What about tooling? You'd have to have something made I assume. I have had a static broach quoted that would allow us to broach it In a mill with a rotary. About $700 by the time you buy the broach and the holder.
There may be something close in the ASH gear catalog, or have it made. Either way, it's a short process - about 6 minutes total - to generate in the shaper.
 

VTM

Cast Iron
Joined
Jun 8, 2018
There may be something close in the ASH gear catalog, or have it made. Either way, it's a short process - about 6 minutes total - to generate in the shaper.
So I'm looking around at these machines a little. Might be a worthwhile way to go for production. Looks like a #3 would be plenty big enough for this part? What do you think?
 

DouglasJRizzo

Titanium
Joined
Jun 7, 2011
Location
Ramsey, NJ.
So I'm looking around at these machines a little. Might be a worthwhile way to go for production. Looks like a #3 would be plenty big enough for this part? What do you think?
Worth a close inspection. Dad had 7 of them, varying sizes. Money makers, they were.
 
Joined
Apr 14, 2018
Location
Totalitarian Ruling Capital, EastAsia
So I'm looking around at these machines a little. Might be a worthwhile way to go for production. Looks like a #3 would be plenty big enough for this part? What do you think?

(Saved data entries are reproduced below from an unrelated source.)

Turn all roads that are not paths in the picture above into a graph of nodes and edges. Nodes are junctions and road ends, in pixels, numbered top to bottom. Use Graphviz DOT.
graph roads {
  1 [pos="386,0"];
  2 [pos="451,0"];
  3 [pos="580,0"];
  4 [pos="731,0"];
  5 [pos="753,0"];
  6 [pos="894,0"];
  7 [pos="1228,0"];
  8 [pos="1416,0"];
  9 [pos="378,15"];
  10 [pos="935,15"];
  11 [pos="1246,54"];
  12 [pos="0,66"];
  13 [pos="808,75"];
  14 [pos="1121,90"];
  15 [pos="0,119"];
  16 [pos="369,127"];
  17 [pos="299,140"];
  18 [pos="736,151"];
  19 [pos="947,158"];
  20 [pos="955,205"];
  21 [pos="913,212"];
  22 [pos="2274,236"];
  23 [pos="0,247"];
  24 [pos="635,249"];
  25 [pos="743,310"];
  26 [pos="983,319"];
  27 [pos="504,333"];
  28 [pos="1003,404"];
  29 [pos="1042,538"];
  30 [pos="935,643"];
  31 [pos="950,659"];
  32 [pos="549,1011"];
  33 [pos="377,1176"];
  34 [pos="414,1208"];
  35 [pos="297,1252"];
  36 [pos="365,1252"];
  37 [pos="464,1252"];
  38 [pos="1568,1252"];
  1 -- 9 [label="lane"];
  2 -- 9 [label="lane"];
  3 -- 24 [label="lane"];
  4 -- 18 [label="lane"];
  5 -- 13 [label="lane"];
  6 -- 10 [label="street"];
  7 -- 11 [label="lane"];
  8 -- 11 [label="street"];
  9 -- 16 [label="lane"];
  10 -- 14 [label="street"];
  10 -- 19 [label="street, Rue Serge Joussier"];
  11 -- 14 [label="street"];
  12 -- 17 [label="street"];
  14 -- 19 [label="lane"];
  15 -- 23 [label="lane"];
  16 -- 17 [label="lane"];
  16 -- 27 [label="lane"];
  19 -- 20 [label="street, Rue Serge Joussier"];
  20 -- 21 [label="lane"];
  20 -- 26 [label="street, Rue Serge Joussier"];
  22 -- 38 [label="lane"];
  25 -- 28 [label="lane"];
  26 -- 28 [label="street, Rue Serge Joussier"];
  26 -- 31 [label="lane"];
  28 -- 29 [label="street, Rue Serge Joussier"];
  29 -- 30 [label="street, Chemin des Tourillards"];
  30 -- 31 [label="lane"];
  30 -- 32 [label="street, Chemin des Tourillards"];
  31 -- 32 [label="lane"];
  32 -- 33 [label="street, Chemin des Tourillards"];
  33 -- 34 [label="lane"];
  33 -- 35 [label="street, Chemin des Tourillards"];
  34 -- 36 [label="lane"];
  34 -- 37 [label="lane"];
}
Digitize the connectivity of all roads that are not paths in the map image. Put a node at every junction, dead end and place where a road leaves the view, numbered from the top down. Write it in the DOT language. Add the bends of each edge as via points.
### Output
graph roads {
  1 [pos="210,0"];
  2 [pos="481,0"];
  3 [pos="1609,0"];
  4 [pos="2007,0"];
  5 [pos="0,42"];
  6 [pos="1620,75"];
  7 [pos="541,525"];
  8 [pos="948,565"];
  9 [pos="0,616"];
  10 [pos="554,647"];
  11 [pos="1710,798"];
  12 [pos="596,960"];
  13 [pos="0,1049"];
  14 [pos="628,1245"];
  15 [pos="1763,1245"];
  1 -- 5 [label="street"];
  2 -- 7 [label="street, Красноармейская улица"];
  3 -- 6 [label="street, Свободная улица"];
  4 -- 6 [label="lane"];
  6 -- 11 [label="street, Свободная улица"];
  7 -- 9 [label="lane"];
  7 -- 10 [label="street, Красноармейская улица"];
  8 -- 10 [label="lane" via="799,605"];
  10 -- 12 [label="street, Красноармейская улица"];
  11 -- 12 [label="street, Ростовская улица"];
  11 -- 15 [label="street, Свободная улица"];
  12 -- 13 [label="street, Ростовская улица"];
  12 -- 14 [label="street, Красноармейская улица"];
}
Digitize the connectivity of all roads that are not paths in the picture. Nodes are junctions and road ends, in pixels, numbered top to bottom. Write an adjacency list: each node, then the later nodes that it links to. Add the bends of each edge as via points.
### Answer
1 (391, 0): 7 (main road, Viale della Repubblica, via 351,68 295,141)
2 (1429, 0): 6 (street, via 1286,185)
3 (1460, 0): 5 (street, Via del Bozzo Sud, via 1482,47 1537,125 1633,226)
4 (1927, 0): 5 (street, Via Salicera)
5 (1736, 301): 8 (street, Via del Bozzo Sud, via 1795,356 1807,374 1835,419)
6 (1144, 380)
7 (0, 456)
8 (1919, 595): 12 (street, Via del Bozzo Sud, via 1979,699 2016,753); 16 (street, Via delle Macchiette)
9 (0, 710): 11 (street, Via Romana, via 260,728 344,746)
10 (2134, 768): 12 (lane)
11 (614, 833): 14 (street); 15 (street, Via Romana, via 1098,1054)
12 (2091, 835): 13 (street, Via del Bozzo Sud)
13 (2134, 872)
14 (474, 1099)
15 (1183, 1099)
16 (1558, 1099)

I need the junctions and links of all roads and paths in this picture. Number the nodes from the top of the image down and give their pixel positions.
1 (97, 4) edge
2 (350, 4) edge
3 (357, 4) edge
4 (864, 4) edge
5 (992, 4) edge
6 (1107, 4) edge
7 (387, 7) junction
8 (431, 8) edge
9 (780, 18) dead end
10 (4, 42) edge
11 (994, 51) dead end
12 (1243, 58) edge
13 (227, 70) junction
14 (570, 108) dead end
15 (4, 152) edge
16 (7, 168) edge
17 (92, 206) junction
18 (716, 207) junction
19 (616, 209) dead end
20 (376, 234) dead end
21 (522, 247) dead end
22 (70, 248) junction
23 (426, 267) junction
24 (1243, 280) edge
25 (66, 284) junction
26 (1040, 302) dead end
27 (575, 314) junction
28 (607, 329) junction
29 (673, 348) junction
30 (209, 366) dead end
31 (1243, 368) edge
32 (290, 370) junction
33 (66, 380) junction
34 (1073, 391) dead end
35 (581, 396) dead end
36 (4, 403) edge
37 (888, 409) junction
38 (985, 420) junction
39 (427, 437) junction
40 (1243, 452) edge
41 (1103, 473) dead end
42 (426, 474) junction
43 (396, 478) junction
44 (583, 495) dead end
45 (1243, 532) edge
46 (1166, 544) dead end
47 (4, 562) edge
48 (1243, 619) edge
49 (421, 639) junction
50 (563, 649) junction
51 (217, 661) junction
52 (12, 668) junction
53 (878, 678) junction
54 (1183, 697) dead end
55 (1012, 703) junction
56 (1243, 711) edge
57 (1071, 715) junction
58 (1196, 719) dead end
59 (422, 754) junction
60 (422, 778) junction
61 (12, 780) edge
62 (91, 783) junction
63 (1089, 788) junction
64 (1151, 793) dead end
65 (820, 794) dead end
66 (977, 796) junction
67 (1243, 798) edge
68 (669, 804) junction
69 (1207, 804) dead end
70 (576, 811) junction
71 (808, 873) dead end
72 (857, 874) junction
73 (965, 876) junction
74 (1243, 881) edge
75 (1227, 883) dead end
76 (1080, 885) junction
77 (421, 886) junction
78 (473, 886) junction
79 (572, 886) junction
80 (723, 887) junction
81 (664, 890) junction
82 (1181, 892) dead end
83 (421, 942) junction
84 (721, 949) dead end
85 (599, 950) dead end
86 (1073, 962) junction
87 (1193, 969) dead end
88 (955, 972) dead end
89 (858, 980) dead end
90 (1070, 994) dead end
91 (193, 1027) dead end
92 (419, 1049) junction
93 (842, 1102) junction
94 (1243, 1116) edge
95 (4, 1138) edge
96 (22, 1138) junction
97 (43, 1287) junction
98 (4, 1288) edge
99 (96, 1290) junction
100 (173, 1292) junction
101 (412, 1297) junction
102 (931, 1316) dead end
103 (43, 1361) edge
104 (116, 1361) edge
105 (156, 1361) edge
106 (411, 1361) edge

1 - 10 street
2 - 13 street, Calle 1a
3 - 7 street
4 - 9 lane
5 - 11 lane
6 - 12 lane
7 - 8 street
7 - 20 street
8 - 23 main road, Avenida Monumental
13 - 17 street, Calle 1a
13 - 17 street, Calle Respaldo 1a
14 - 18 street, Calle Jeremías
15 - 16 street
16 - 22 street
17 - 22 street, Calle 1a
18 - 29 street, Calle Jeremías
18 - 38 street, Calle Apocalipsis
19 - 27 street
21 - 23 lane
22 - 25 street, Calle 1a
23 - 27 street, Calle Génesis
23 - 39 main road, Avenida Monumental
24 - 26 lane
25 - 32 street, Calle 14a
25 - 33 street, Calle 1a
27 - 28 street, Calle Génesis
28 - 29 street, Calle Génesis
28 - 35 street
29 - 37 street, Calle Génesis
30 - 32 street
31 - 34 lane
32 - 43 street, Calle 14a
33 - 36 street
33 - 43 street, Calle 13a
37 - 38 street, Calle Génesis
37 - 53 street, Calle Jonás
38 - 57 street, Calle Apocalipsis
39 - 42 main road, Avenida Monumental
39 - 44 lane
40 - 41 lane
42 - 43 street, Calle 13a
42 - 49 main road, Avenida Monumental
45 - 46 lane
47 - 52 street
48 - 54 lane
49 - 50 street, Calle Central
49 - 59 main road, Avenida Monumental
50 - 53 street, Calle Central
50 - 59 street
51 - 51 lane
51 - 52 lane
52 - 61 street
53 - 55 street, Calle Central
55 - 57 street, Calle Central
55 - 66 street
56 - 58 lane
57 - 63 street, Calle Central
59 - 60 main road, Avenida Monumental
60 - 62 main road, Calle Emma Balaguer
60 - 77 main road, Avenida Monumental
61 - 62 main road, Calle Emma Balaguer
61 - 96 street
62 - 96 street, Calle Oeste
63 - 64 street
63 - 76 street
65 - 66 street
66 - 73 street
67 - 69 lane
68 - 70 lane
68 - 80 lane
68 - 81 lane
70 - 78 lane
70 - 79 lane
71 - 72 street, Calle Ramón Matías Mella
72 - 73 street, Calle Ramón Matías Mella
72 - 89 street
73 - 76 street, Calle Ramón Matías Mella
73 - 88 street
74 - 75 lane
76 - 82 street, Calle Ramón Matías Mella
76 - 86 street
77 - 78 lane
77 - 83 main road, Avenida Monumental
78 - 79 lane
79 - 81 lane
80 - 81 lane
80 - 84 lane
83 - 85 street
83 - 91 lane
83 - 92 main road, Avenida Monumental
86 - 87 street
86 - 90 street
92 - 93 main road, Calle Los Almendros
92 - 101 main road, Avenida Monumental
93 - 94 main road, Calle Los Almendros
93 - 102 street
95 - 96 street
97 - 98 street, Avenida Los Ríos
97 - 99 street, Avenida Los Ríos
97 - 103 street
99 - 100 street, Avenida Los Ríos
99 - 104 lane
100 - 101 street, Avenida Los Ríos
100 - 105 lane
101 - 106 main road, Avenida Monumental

I don't remember the 3's doing internal and they are less common. Probably go with a 7 but it doesn't need to be the heaviest-dutiest one, just needs the hollow cutter spindle.

A cutter is going to run you at least $500 if you get from any US supplier tho. Maybe half that from China. The worst thing about that is, it will be fragile as hell. Not for cutting, that's no problem but so easy to snap when doing setup or you forget to raise it all the way before backing out to remove the part :(

If you plan to do a lot, then an internal broach would be the ticket. Screw all this wire edm stuff, unless you just need to make a few.